Wednesday, December 29, 2010

Tunisia: Ben Ali issues warning on tv, protests continue

Several hundred lawyers staged a demonstration in the capital Tunis on Tuesday calling, among other things,  for an abolishment of the 'dictatorship'. Two of them were arrested and molested, but they were set free on Wednesday. The protest followed a similar protest, one day earlier, of lawyers in Sidi Bouzid, the capital of the region where the unrest started on 17 December.

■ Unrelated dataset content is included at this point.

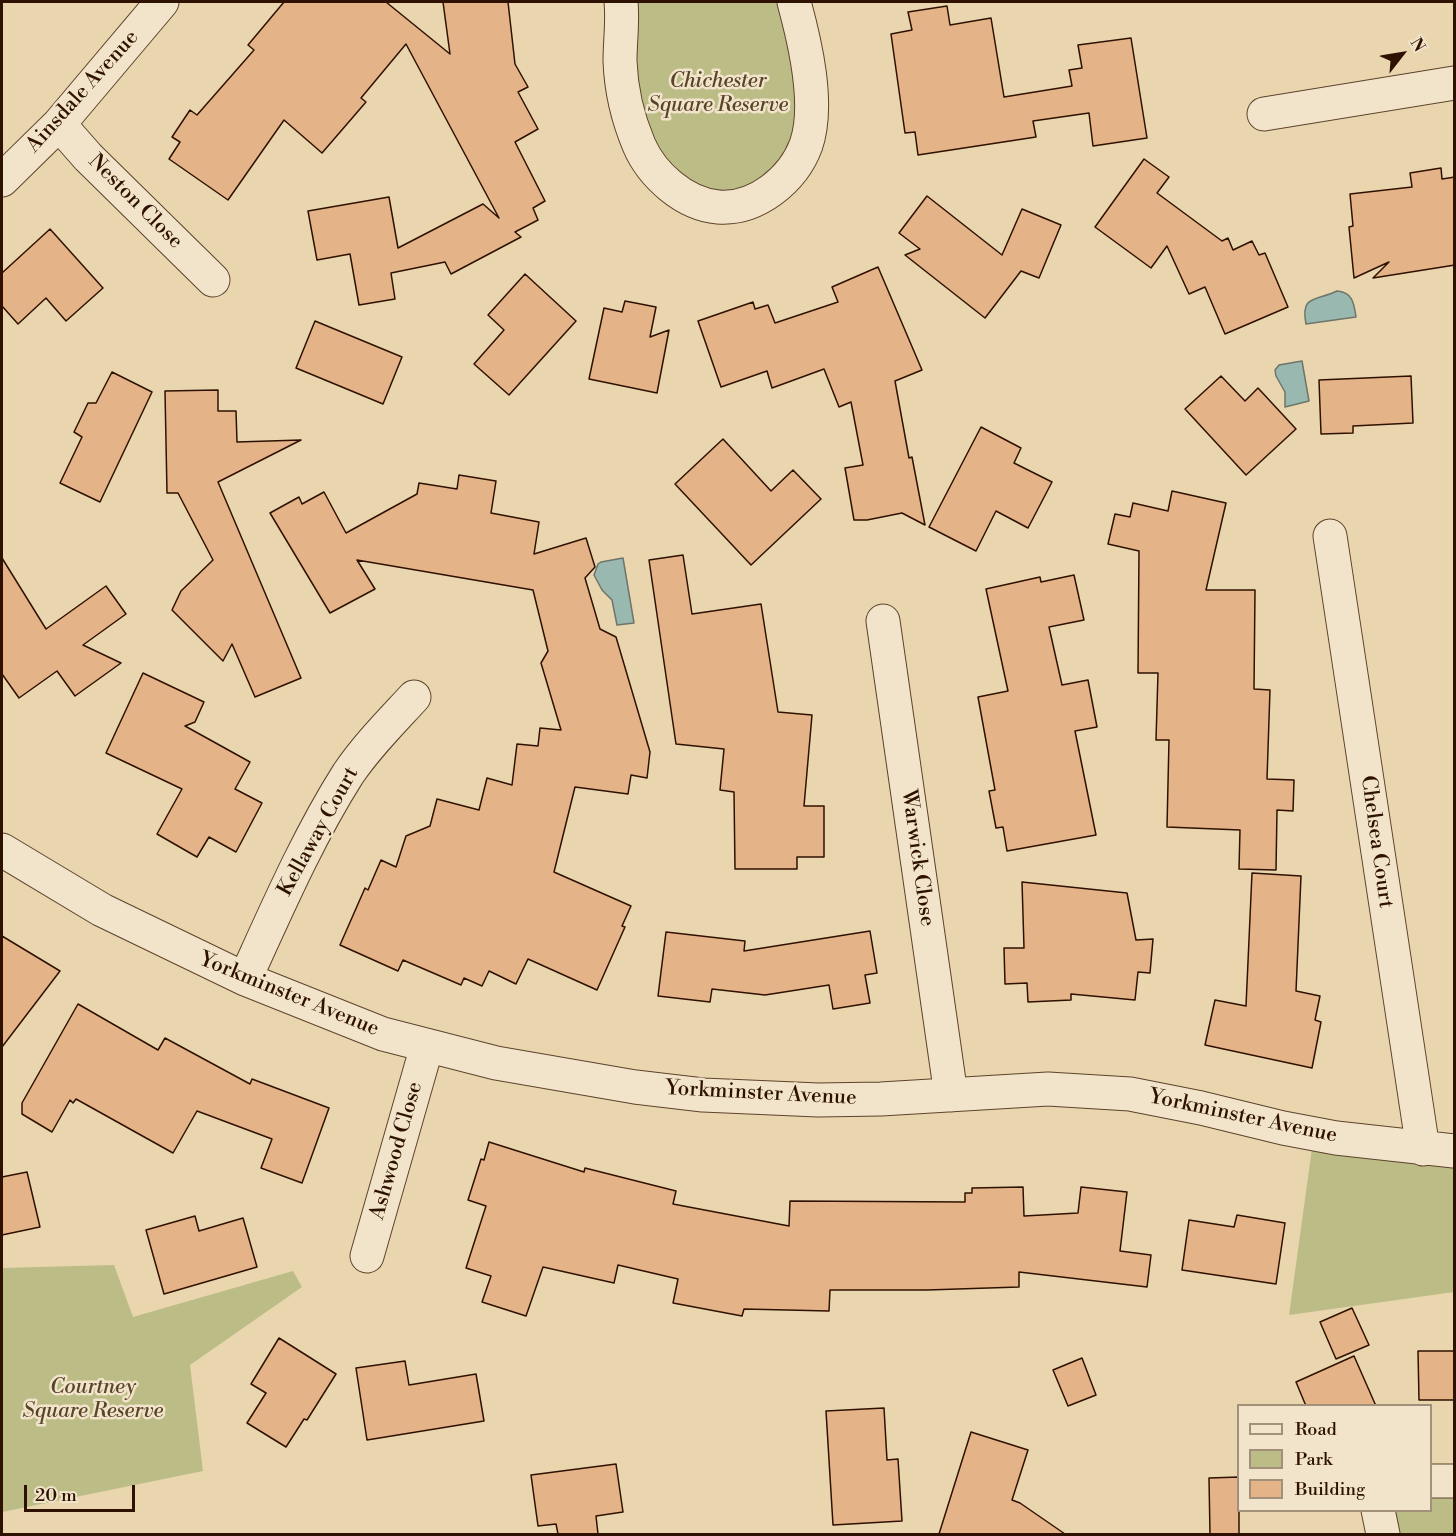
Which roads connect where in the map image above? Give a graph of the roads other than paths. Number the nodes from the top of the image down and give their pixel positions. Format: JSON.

The Tunisian president Zine al Abedin Ben Ali held a televised adress to the nation Tueday evening in which he  expressed understanding for the plight of some people who can't find jobs, but in which he at the same time warned that the police will use all means possible to quell the unrest.
'It is not acceptable that a minority of extremists and agitators in the pay of others, and against the country’s interests, resort to violence and street disturbances as means of expression, whatever their form is in a State of law like ours, Ben Ali said. 'This is a negative and anti-civil behaviour that presents a distorted image of our country and impedes the flow of investors and tourists which impacts negatively on job creation, while we need them to curb joblessness. Law will be enforced rigorously against these people.'
The president also resorted to the well kinown tactics of balming outside powers and  'some foreign television channels which broadcast false and unchecked allegations and rely on dramatisation, fabrication and defamation'. The weakest part of his speech however were his remarks that ''the State will strive to find solutions likely to meet job applications which will carry on increasing in the coming years, as it will act in the meantime to further increase wages and household incomes and, in general, improve living standards of all Tunisians,' without offering any concrete solution.
A hilarious moment occurred when in the middle of his speech of seven minutes the telephone on his desk rang. The president did not answer and continued, only slightly distracted. But the incident led to a  many jokes and questions about who the hell might hav tried to reach him. One of his worried collegues from other dictatorial governed Arab countries who wanted to tell him to stand firm in order not to trigger any possible domino effect? Ben Ali's performance, in any case, was hardly convincing and therefor merely  served to underline the fact that the situation in Tunisia is, indeed, serious.
The president on Tuesday also payed a visit to the parents of Hassan Ben Salah Neji, the young man who electrocuted himself, and Mohamed Ammari, the 18-year old boy who was killed during the demonstration on Friday. On the same day he vsisited the hospital where Mohammed Bouazizi is taken care of, the fruit seller who set fire to himself, thereby  triggering the unrest in Sidi Bouzid. It resulated in the following rather strange picture of the president meeting a mummy.
 
Earlier the same day police in Gafsa blocked the way for a large protest demonstration, according to various sources. In Tunis some 300 laywers held aa protest demostration (picture on top) and also there was a demonstration in front of the ministry of education by the high school trade union. The authorities blocked the release of two opposition parties' papers, "Tareeq al-Jadid" and "al-Mawqif".
"They were censored because they wrote about the protests of Sidi Bouzid this week," blogger Lisa Ben Mhenni told Al Jazeera.

Update:As proof that violent clashes continue,watch this video taken this morning in Ferayna.


The site Nawaat de Tunisie published on Tuesday a map (see under) of places where protests had taken place or where taking place which showed that the unrest was nationwide. There was no way to verify this from other sources.